In his famous opinion in the 1945 Associated Press v. US case, Justice Hugo Black said that "the First Amendment rests on the assumption that the widest possible dissemination of information from diverse and antagonistic sources is essential to the welfare of the public, that a free press is a condition of a free society." In other words, a free press is the sine qua non of the entire American Constitution and republican experiment.

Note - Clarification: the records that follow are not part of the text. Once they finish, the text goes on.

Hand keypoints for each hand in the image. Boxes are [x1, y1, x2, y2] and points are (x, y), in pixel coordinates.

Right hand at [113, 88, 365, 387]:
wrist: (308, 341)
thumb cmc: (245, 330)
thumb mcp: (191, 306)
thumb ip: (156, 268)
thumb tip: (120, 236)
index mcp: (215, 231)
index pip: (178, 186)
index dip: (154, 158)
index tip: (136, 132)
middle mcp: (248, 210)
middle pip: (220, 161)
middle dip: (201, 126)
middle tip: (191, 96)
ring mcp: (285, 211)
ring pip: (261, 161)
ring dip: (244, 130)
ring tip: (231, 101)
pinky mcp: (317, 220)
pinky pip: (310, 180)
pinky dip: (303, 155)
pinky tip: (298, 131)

The Bush Administration attack on the foundations of self-government demands a response of similar caliber. Under pressure from media-reform activists Congress has begun to push back, with a strong bipartisan vote in the Senate Commerce Committee to limit the ability of federal agencies to produce covert video news segments and to investigate Defense Department spending on propaganda initiatives. But until the Administration is held accountable by Congress for all its assaults on journalism, and until standards are developed to assure that such abuses will not be repeated by future administrations, freedom of the press will exist in name only, with all that suggests for our polity.